__STUDY MATERIAL__
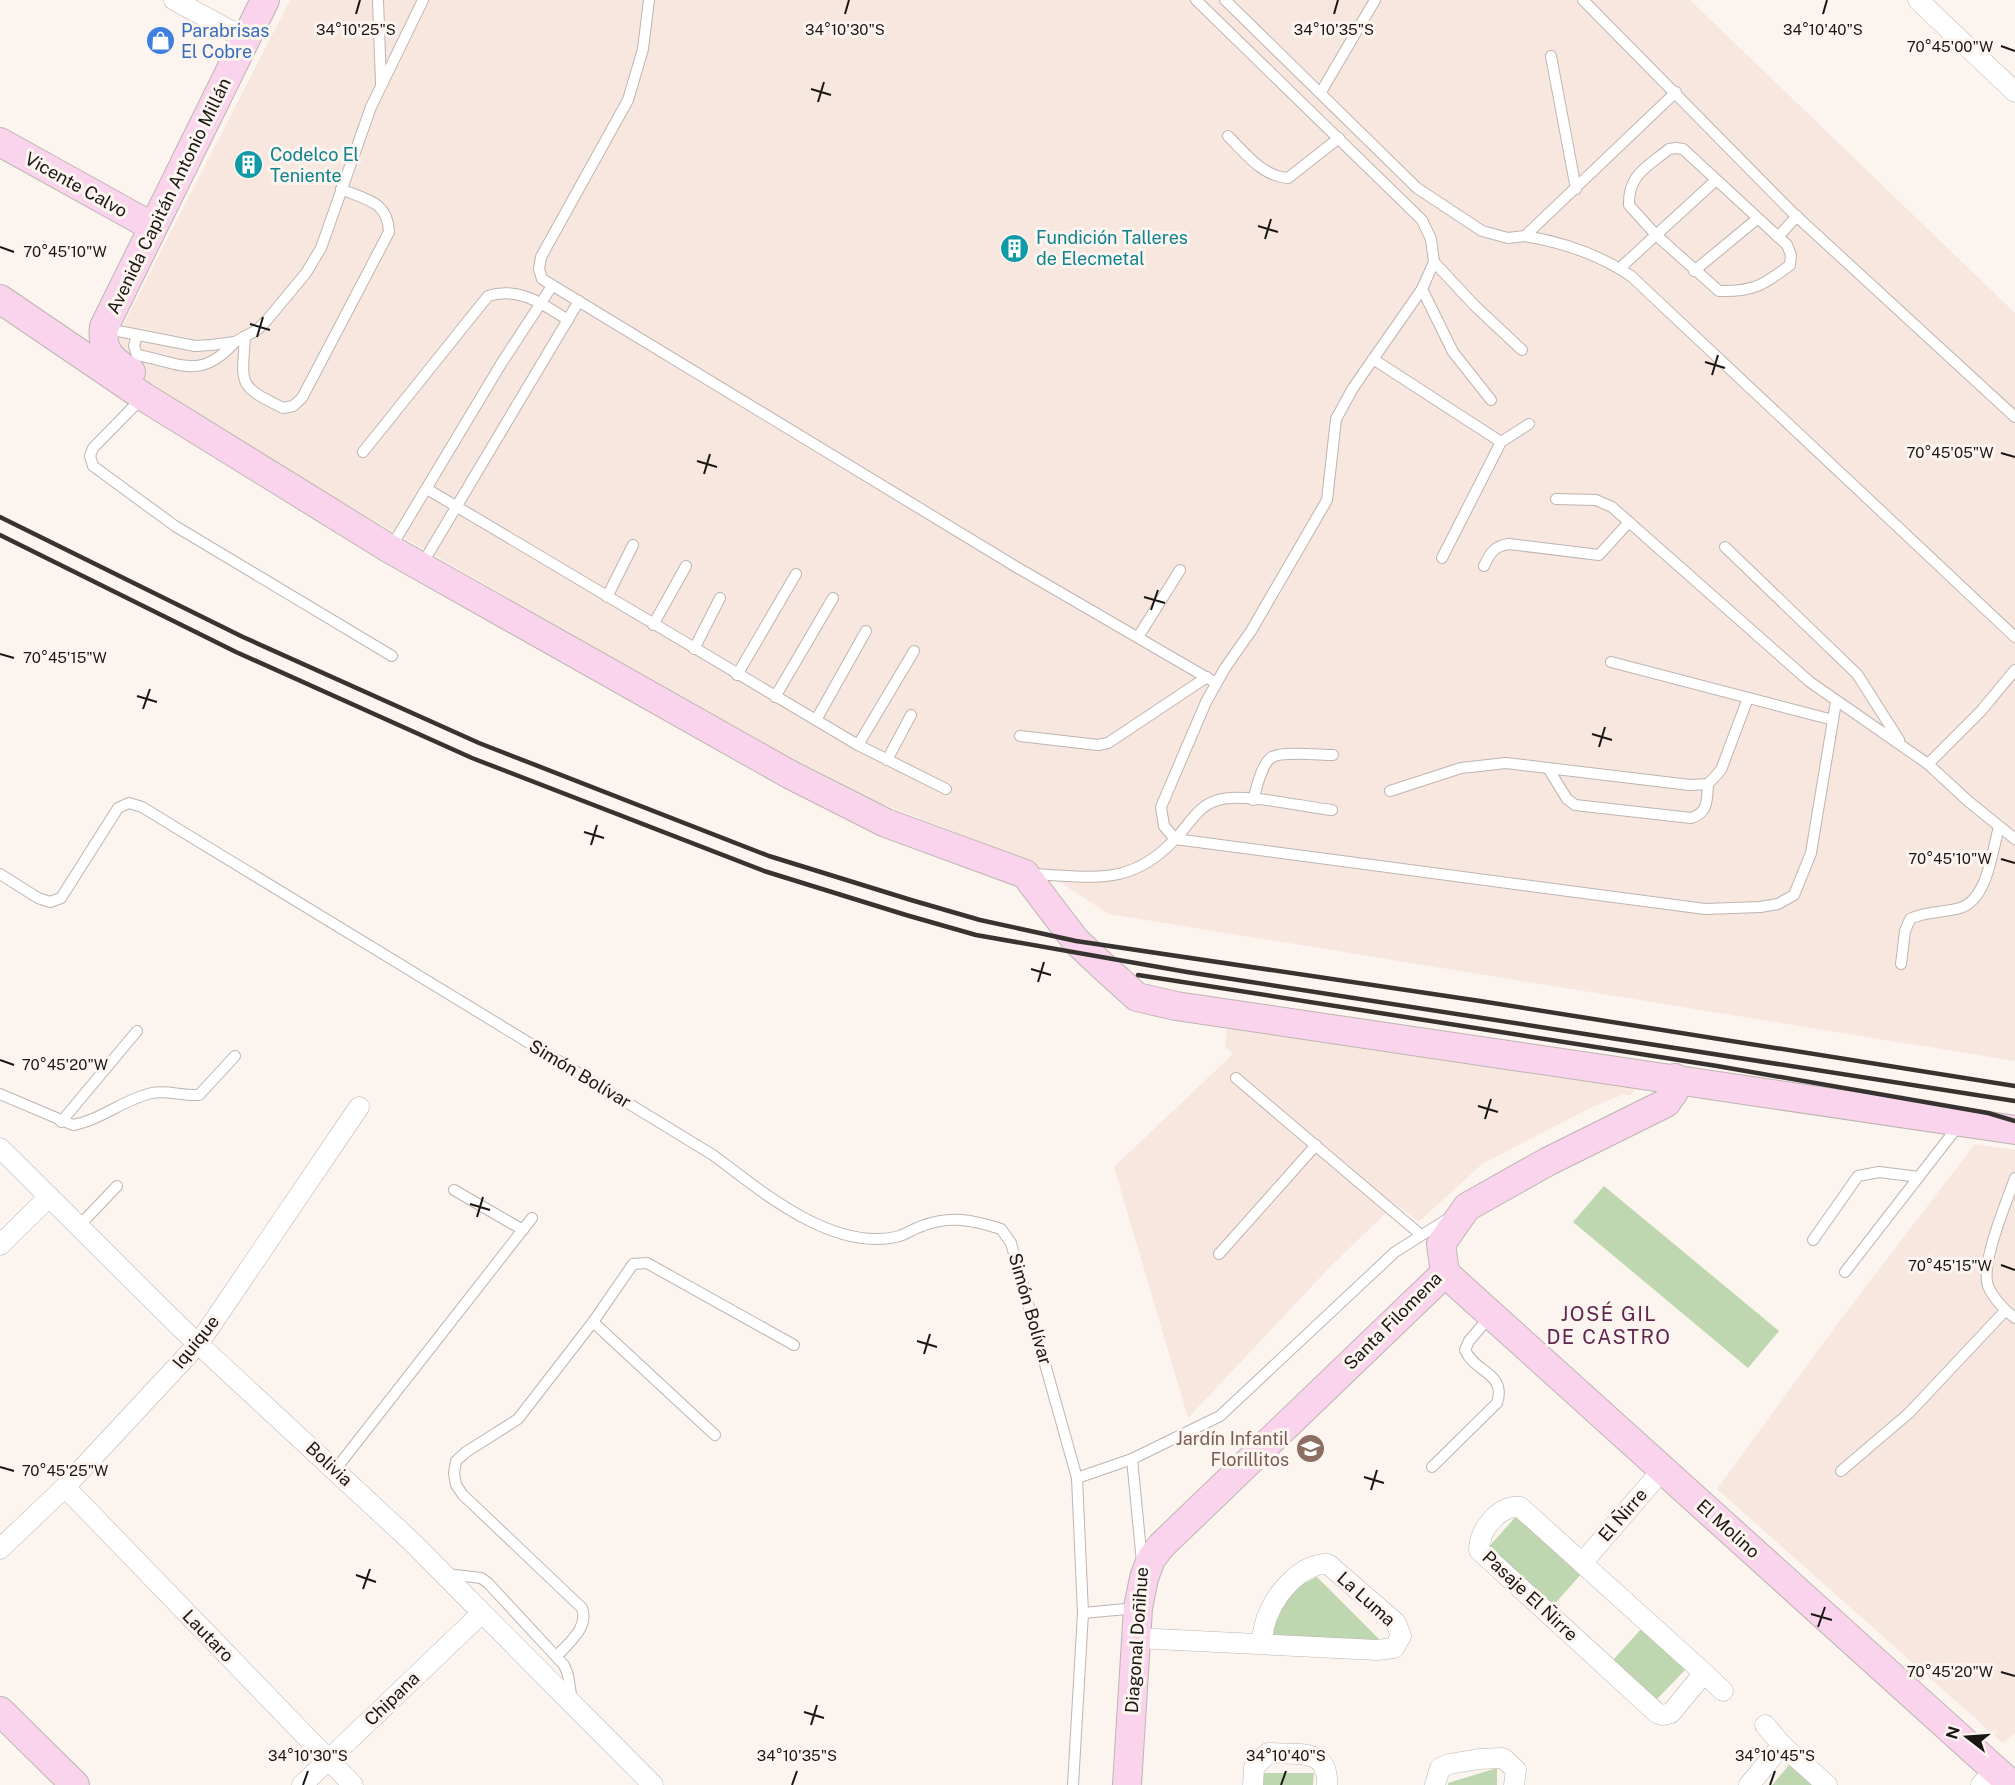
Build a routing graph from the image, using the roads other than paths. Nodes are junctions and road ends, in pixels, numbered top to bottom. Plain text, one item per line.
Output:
1 (174, 0) edge
2 (265, 0) edge
3 (378, 0) edge
4 (423, 0) edge
5 (649, 0) edge
6 (1196, 0) edge
7 (1225, 0) edge
8 (1375, 0) edge
9 (1583, 0) edge
10 (1918, 0) edge
11 (246, 39) junction
12 (1551, 56) dead end
13 (381, 87) junction
14 (1321, 92) junction
15 (1676, 92) junction
16 (2015, 92) edge
17 (1228, 136) dead end
18 (1339, 138) junction
19 (0, 142) edge
20 (1715, 181) junction
21 (341, 189) junction
22 (1576, 189) junction
23 (1797, 216) junction
24 (1757, 219) junction
25 (153, 227) junction
26 (1525, 236) junction
27 (1656, 236) junction
28 (1779, 237) junction
29 (1434, 262) junction
30 (1620, 268) junction
31 (1694, 271) junction
32 (552, 286) junction
33 (1422, 290) junction
34 (0, 297) edge
35 (579, 301) junction
36 (541, 303) junction
37 (568, 320) junction
38 (111, 329) junction
39 (137, 336) junction
40 (245, 336) junction
41 (235, 342) junction
42 (1522, 350) dead end
43 (1373, 359) junction
44 (144, 397) junction
45 (1491, 400) dead end
46 (2015, 417) edge
47 (1529, 424) dead end
48 (1501, 442) junction
49 (363, 452) dead end
50 (427, 489) junction
51 (1556, 499) dead end
52 (456, 507) junction
53 (1629, 522) junction
54 (395, 541) junction
55 (633, 545) dead end
56 (1725, 547) dead end
57 (426, 558) junction
58 (1442, 558) dead end
59 (686, 566) dead end
60 (1484, 566) dead end
61 (1180, 570) dead end
62 (796, 574) dead end
63 (607, 597) junction
64 (720, 598) dead end
65 (833, 598) dead end
66 (653, 625) junction
67 (866, 631) dead end
68 (1138, 637) junction
69 (2015, 637) edge
70 (694, 649) junction
71 (914, 651) dead end
72 (392, 656) dead end
73 (1611, 662) dead end
74 (2015, 670) edge
75 (737, 675) junction
76 (1212, 680) junction
77 (775, 697) junction
78 (1748, 698) junction
79 (1836, 702) junction
80 (911, 715) dead end
81 (816, 720) junction
82 (1833, 720) junction
83 (1020, 736) dead end
84 (1900, 743) junction
85 (858, 745) junction
86 (1333, 755) dead end
87 (887, 760) junction
88 (1928, 764) junction
89 (1548, 768) junction
90 (1708, 784) junction
91 (946, 789) dead end
92 (1390, 791) dead end
93 (1253, 800) junction
94 (1332, 810) dead end
95 (1999, 826) junction
96 (1175, 839) junction
97 (2015, 839) edge
98 (0, 874) edge
99 (1025, 874) junction
100 (1901, 964) dead end
101 (137, 1031) dead end
102 (235, 1056) dead end
103 (1236, 1078) dead end
104 (1676, 1078) junction
105 (0, 1094) edge
106 (359, 1107) dead end
107 (1962, 1121) junction
108 (61, 1122) junction
109 (2015, 1130) edge
110 (1316, 1145) junction
111 (0, 1148) edge
112 (1919, 1177) junction
113 (2015, 1178) edge
114 (117, 1186) dead end
115 (453, 1190) dead end
116 (49, 1197) junction
117 (1467, 1207) junction
118 (532, 1218) dead end
119 (79, 1226) junction
120 (523, 1230) junction
121 (1421, 1235) junction
122 (1813, 1240) dead end
123 (0, 1245) edge
124 (1219, 1254) dead end
125 (1845, 1272) dead end
126 (1445, 1273) junction
127 (2005, 1311) junction
128 (1492, 1315) junction
129 (2015, 1318) edge
130 (593, 1322) junction
131 (199, 1343) junction
132 (794, 1345) dead end
133 (715, 1435) dead end
134 (1132, 1459) junction
135 (1432, 1467) dead end
136 (1663, 1469) junction
137 (335, 1470) junction
138 (1841, 1472) dead end
139 (1077, 1478) junction
140 (65, 1487) junction
141 (0, 1549) edge
142 (1583, 1562) junction
143 (443, 1574) junction
144 (1144, 1578) junction
145 (1138, 1608) junction
146 (482, 1613) junction
147 (1083, 1613) junction
148 (1136, 1638) junction
149 (1261, 1643) junction
150 (557, 1656) junction
151 (1704, 1673) junction
152 (1723, 1691) dead end
153 (572, 1704) junction
154 (0, 1711) edge
155 (1765, 1725) dead end
156 (1782, 1744) junction
157 (328, 1761) junction
158 (1996, 1780) edge
159 (75, 1785) edge
160 (302, 1785) edge
161 (353, 1785) edge
162 (653, 1785) edge
163 (1073, 1785) edge
164 (1127, 1785) edge
165 (1253, 1785) edge
166 (1328, 1785) edge
167 (1436, 1785) edge
168 (1514, 1785) edge
169 (1749, 1785) edge
170 (1827, 1785) edge

1 - 11 street
2 - 11 main road, Avenida Capitán Antonio Millán
3 - 13 lane
4 - 13 lane
5 - 32 lane
6 - 18 lane
7 - 14 lane
8 - 14 lane
9 - 15 lane
10 - 16 street
11 - 25 main road, Avenida Capitán Antonio Millán
12 - 22 lane
13 - 21 lane
14 - 26 lane
15 - 22 lane
15 - 23 lane
17 - 18 lane
18 - 29 lane
19 - 25 main road, Vicente Calvo
20 - 24 lane
20 - 27 lane
20 - 27 lane
21 - 40 lane
21 - 40 lane
22 - 26 lane
23 - 28 lane
23 - 46 lane
24 - 28 lane
24 - 31 lane
25 - 38 main road, Avenida Capitán Antonio Millán
26 - 30 lane
27 - 30 lane
27 - 31 lane
28 - 31 lane
29 - 33 lane
29 - 42 lane
30 - 69 lane
32 - 35 lane
32 - 36 lane
33 - 43 lane
33 - 45 lane
34 - 38 main road
34 - 44 main road
35 - 37 lane
35 - 68 lane
36 - 37 lane
36 - 49 lane
36 - 50 lane
37 - 52 lane
38 - 39 lane
38 - 54 main road
39 - 41 lane
39 - 41 lane
40 - 41 lane
43 - 48 lane
43 - 76 lane
44 - 54 main road
44 - 72 lane
47 - 48 lane
48 - 58 lane
50 - 52 lane
50 - 54 lane
51 - 53 lane
52 - 57 lane
52 - 63 lane
53 - 60 lane
53 - 79 lane
54 - 57 main road
55 - 63 lane
56 - 84 lane
57 - 99 main road
59 - 66 lane
61 - 68 lane
62 - 75 lane
63 - 66 lane
64 - 70 lane
65 - 77 lane
66 - 70 lane
67 - 81 lane
68 - 76 lane
70 - 75 lane
71 - 85 lane
73 - 78 lane
74 - 88 lane
75 - 77 lane
76 - 83 lane
76 - 96 lane
77 - 81 lane
78 - 82 lane
78 - 90 lane
79 - 82 lane
79 - 84 lane
80 - 87 lane
81 - 85 lane
82 - 96 lane
84 - 88 lane
85 - 87 lane
86 - 93 lane
87 - 91 lane
88 - 95 lane
89 - 90 lane
89 - 90 lane
89 - 92 lane
93 - 94 lane
93 - 96 lane
95 - 97 lane
95 - 100 lane
96 - 99 lane
98 - 139 lane, Simón Bolívar
99 - 104 main road
101 - 108 lane
102 - 108 lane
103 - 110 lane
104 - 107 main road
104 - 117 main road, Santa Filomena
105 - 108 lane
106 - 131 street, Iquique
107 - 109 main road
107 - 112 lane
110 - 121 lane
110 - 124 lane
111 - 116 street, Bolivia
112 - 122 lane
112 - 125 lane
113 - 127 lane
114 - 119 lane
115 - 120 lane
116 - 119 street, Bolivia
116 - 123 street
117 - 121 lane
117 - 126 main road, Santa Filomena
118 - 120 lane
119 - 131 street, Bolivia
120 - 137 lane
121 - 134 lane
126 - 128 main road, El Molino
126 - 144 main road, Santa Filomena
127 - 129 lane
127 - 138 lane
128 - 135 lane
128 - 136 main road, El Molino
130 - 132 lane
130 - 133 lane
130 - 150 lane
131 - 137 street, Bolivia
131 - 140 street, Iquique
134 - 139 lane
134 - 144 lane, Diagonal Doñihue
136 - 142 street, El Ñirre
136 - 158 main road, El Molino
137 - 143 street, Bolivia
139 - 147 lane
140 - 141 street, Iquique
140 - 157 street, Lautaro
142 - 151 street, Pasaje El Ñirre
142 - 151 street, Pasaje El Ñirre
143 - 146 street, Bolivia
143 - 150 lane
144 - 145 main road, Diagonal Doñihue
145 - 147 lane
145 - 148 main road, Diagonal Doñihue
146 - 153 street, Bolivia
146 - 157 street, Chipana
147 - 163 lane
148 - 149 street, La Luma
148 - 164 main road, Diagonal Doñihue
149 - 149 street, La Luma
150 - 153 lane
151 - 152 street, Pasaje El Ñirre
153 - 162 street, Bolivia
154 - 159 main road
155 - 156 street
156 - 169 street
156 - 170 street
157 - 160 street, Chipana
157 - 161 street, Lautaro
165 - 166 street
167 - 168 street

__ASSIGNED TASK__
Every line in the data that holds the string "Chipana" should be copied.

__REPLY TO THE TASK__
146 - 157 street, Chipana
157 - 160 street, Chipana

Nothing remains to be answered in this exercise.